Tyntesfield as a Religious Statement

The Gothic style was an expression of Gibbs' religious beliefs. William and his wife Blanche were devout followers of the Oxford Movement and believed that the Gothic style of architecture was the only suitable style for Christian worship. So the house, with its fusion of medieval elements, is not simply an ornate expression of the family's enormous wealth, it is a statement of religious principle.

The addition of the chapel, designed by Arthur Blomfield and modelled on the church of Sainte-Chapelle in Paris, gave the facade of the house the air of a medieval monastery, to accentuate the religious overtone. Tyntesfield is a fascinating glimpse into the world of mid-Victorian beliefs.

Those beliefs were not without controversy; the local vicar opposed the chapel, fearing it would lessen the importance of his own church, and the Bishop of Bath and Wells refused to allow the chapel to be consecrated. The family paid no attention and held twice-daily services for themselves and their guests. They also opened the chapel to local residents several times a year.

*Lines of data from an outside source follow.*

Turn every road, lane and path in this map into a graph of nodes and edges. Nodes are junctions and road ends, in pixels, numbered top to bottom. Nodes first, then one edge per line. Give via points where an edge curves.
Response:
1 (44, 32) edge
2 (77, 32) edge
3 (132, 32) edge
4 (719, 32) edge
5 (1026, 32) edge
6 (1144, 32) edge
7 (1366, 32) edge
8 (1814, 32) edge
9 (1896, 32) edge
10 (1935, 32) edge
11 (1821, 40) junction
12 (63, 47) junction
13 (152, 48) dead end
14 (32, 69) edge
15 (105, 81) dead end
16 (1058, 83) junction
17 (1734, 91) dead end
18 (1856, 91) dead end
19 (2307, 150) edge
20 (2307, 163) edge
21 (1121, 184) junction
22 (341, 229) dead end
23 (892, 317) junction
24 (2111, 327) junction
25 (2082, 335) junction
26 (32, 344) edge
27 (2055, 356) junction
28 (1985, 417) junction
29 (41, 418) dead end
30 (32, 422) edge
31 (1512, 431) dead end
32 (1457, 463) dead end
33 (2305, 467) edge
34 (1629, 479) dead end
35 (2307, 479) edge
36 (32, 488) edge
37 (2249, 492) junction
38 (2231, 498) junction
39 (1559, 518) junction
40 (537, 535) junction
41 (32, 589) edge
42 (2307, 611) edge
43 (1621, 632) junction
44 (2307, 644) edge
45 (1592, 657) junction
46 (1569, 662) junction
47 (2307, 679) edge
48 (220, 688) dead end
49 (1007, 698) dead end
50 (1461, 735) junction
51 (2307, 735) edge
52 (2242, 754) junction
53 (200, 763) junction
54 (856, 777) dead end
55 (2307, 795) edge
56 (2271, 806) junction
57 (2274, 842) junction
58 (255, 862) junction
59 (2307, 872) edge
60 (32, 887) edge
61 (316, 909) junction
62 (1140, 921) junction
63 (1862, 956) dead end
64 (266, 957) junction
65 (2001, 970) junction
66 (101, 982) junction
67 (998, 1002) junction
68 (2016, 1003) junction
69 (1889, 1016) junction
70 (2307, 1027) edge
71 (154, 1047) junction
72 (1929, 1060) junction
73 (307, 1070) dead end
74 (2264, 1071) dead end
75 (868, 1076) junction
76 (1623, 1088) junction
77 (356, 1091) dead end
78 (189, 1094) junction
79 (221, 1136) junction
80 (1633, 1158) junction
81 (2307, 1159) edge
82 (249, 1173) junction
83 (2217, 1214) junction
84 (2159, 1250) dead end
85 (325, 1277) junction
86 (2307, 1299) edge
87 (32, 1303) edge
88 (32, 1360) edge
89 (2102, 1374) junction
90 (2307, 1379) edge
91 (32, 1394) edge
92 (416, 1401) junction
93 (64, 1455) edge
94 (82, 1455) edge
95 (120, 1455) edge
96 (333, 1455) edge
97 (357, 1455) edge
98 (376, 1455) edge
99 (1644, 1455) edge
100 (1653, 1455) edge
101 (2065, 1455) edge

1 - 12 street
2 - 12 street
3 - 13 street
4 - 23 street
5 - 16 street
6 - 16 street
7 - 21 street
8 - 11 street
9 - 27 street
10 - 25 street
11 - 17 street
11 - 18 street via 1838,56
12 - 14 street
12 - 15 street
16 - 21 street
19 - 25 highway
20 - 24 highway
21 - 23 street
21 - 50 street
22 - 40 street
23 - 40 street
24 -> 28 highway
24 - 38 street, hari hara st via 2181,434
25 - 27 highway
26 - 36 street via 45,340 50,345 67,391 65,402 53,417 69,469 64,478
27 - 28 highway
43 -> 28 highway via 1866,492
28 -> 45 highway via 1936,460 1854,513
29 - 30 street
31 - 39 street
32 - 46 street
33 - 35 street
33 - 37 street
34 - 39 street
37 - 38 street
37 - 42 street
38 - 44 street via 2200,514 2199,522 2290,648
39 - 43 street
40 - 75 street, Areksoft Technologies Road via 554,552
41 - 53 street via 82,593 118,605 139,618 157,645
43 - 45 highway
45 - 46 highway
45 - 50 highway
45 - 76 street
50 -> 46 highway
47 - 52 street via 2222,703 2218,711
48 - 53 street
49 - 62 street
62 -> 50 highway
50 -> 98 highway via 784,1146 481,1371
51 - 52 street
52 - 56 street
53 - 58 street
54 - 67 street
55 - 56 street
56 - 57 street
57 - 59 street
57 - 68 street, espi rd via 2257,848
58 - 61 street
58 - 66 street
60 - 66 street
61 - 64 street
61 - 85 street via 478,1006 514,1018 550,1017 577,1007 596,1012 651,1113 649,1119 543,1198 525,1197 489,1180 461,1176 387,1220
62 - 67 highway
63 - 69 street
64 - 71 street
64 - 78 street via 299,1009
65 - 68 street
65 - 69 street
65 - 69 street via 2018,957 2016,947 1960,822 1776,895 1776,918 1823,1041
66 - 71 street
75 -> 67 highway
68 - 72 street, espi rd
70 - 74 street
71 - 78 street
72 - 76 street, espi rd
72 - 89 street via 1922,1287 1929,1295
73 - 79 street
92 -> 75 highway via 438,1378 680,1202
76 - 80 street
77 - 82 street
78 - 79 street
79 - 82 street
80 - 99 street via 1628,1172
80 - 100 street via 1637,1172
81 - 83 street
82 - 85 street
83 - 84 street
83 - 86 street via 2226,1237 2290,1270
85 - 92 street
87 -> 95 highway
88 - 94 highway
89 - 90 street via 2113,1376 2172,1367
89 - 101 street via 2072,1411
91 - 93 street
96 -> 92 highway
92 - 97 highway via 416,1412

But it was not just the extravagant exterior that received attention; the Gibbs family were collectors and loved beautiful things. Over 4 generations of Gibbs's collected a vast array of some 50,000 items, making it the largest single collection in the hands of the National Trust today. From ivory to wood, fine furniture, Minton ceramics, Crace carpets and fine silver.

The interior furnishings are of the highest order, with the best possible materials used. There are mosaics by Salviati, glass by the Powell and Wooldridge company, and furniture by the Warwick firm of Collier and Plucknett. The result is lavish on a grand scale.

In World War Two Tyntesfield welcomed children evacuated from London during the Blitz and was home to an American army hospital.

The house stands in lovely grounds, with an arboretum, formal Italianate terraced gardens, a walled kitchen garden, croquet lawn, and a restored 19th-century Orangery, Grade-II listed for historic interest.

The Past Preserved

What makes Tyntesfield so enjoyable to visit today is that the original fabrics, wall coverings, carpets, and stencilled decoration have survived because they were preserved from the damaging effects of sunlight behind shuttered windows and closed drapes. As author Mark Girouard so aptly put it, 'There is no other Victorian country house which so richly represents its age as Tyntesfield.'.

The house is set in woodland, with views over the Yeo valley, yet is only 7 miles from Bristol city centre. Buses run from the Bristol bus station to the estate gates.